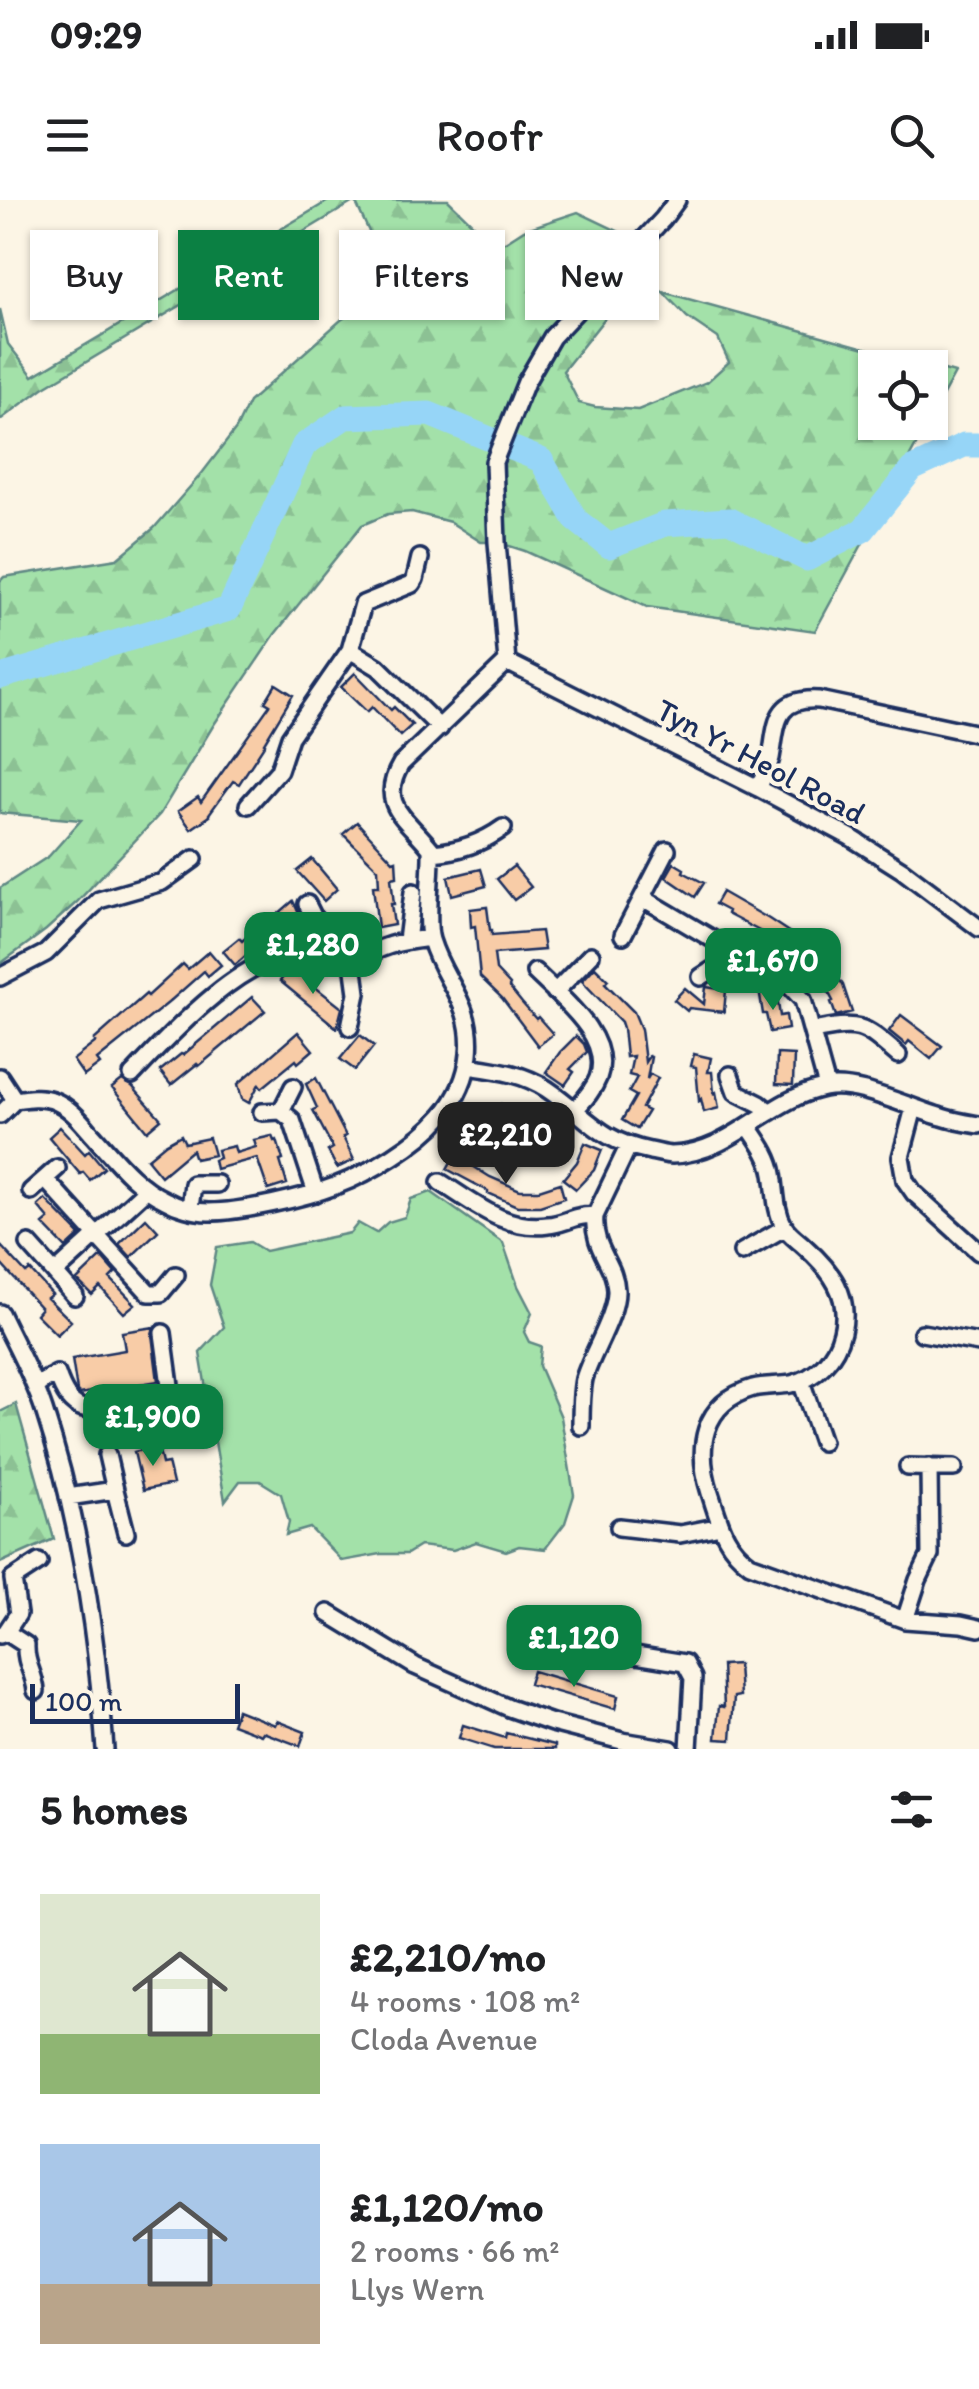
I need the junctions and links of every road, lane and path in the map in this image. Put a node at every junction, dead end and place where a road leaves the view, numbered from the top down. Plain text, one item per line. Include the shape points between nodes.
1 (677, 200) edge
2 (420, 558) dead end
3 (350, 650) junction
4 (507, 662) junction
5 (440, 728) junction
6 (979, 734) edge
7 (758, 788) junction
8 (248, 805) dead end
9 (503, 828) dead end
10 (666, 850) dead end
11 (432, 852) junction
12 (194, 859) dead end
13 (414, 892) dead end
14 (643, 898) junction
15 (308, 904) dead end
16 (979, 928) edge
17 (623, 935) dead end
18 (430, 938) junction
19 (407, 941) junction
20 (737, 954) junction
21 (591, 955) dead end
22 (309, 956) junction
23 (353, 963) junction
24 (535, 972) dead end
25 (0, 978) edge
26 (701, 978) dead end
27 (554, 992) junction
28 (350, 1027) dead end
29 (812, 1031) junction
30 (898, 1055) dead end
31 (467, 1066) junction
32 (132, 1075) dead end
33 (730, 1075) dead end
34 (0, 1077) edge
35 (293, 1086) dead end
36 (827, 1087) junction
37 (14, 1100) junction
38 (914, 1108) junction
39 (281, 1111) junction
40 (574, 1111) junction
41 (262, 1112) dead end
42 (770, 1112) junction
43 (0, 1115) edge
44 (979, 1125) edge
45 (749, 1127) junction
46 (628, 1147) junction
47 (440, 1182) dead end
48 (217, 1184) dead end
49 (146, 1190) junction
50 (31, 1192) dead end
51 (316, 1192) junction
52 (190, 1208) junction
53 (594, 1216) junction
54 (784, 1228) junction
55 (96, 1235) junction
56 (29, 1244) dead end
57 (742, 1252) dead end
58 (979, 1252) edge
59 (55, 1273) junction
60 (176, 1275) dead end
61 (76, 1296) dead end
62 (0, 1312) edge
63 (162, 1333) dead end
64 (922, 1334) dead end
65 (979, 1344) edge
66 (801, 1381) junction
67 (35, 1386) junction
68 (581, 1426) dead end
69 (822, 1442) dead end
70 (108, 1455) dead end
71 (908, 1467) dead end
72 (929, 1467) junction
73 (954, 1468) dead end
74 (115, 1490) junction
75 (68, 1498) junction
76 (619, 1526) dead end
77 (721, 1526) junction
78 (126, 1534) dead end
79 (39, 1562) dead end
80 (328, 1613) dead end
81 (905, 1620) junction
82 (527, 1626) dead end
83 (979, 1628) edge
84 (3, 1633) edge
85 (36, 1691) dead end
86 (104, 1749) edge
87 (671, 1749) edge
88 (689, 1749) edge

1 - 4 street via 552,337 494,462
2 - 3 street via 412,584 363,604
3 - 5 street via 378,666
3 - 8 street via 290,738 280,770
4 - 5 street
4 - 7 street, Tyn Yr Heol Road
5 - 11 street via 400,764 392,790 398,814
6 - 7 street via 802,700 778,719
7 - 16 street, Tyn Yr Heol Road via 850,837
9 - 11 street via 473,846
10 - 14 street
11 - 18 street
12 - 25 street via 162,882 99,900 46,953
13 - 19 street
14 - 17 street
14 - 20 street
15 - 22 street via 314,918
18 - 19 street
18 - 31 street via 464,1007
19 - 23 street
20 - 26 street
20 - 29 street via 787,983 803,1000
21 - 27 street
22 - 23 street
22 - 32 street via 269,960 222,989
23 - 28 street via 357,993
24 - 27 street
27 - 40 street via 593,1033 601,1056 596,1083
29 - 30 street via 852,1024
29 - 36 street
31 - 40 street via 527,1079
31 - 51 street via 440,1120 395,1155
33 - 42 street via 736,1092
34 - 37 street
35 - 39 street
36 - 38 street
36 - 42 street
37 - 43 street
37 - 49 street via 35,1097 66,1107
38 - 44 street
38 - 58 street via 902,1157 905,1180
39 - 41 street
39 - 51 street via 292,1120
40 - 46 street
42 - 45 street
45 - 46 street via 709,1149 670,1155
45 - 54 street via 773,1172
46 - 53 street
47 - 53 street via 521,1226
48 - 52 street via 193,1184
49 - 52 street
49 - 55 street
50 - 55 street via 51,1174
51 - 52 street via 207,1212
53 - 68 street via 616,1295 584,1378
54 - 57 street
54 - 66 street via 831,1273 844,1306 835,1350
55 - 59 street
55 - 60 street via 150,1293 161,1293
56 - 59 street
59 - 61 street
62 - 67 street
63 - 67 street via 171,1393 94,1410 74,1404 57,1374
64 - 65 street
66 - 69 street
66 - 77 street via 748,1390 712,1420 702,1464
67 - 75 street
70 - 74 street
71 - 72 street
72 - 73 street
72 - 81 street via 930,1555
74 - 75 street
74 - 78 street
75 - 86 street
76 - 77 street via 680,1534
77 - 81 street via 735,1554 750,1564
79 - 84 street via 12,1579 18,1614
80 - 87 street via 415,1666 509,1708
81 - 83 street
82 - 88 street via 685,1663 693,1678
84 - 85 street via 26,1646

++++++++

## PROMPT
Search the listing above for the string "Heol". Copy every line that contains it.

## WRITTEN SOLUTION
4 - 7 street, Tyn Yr Heol Road
7 - 16 street, Tyn Yr Heol Road via 850,837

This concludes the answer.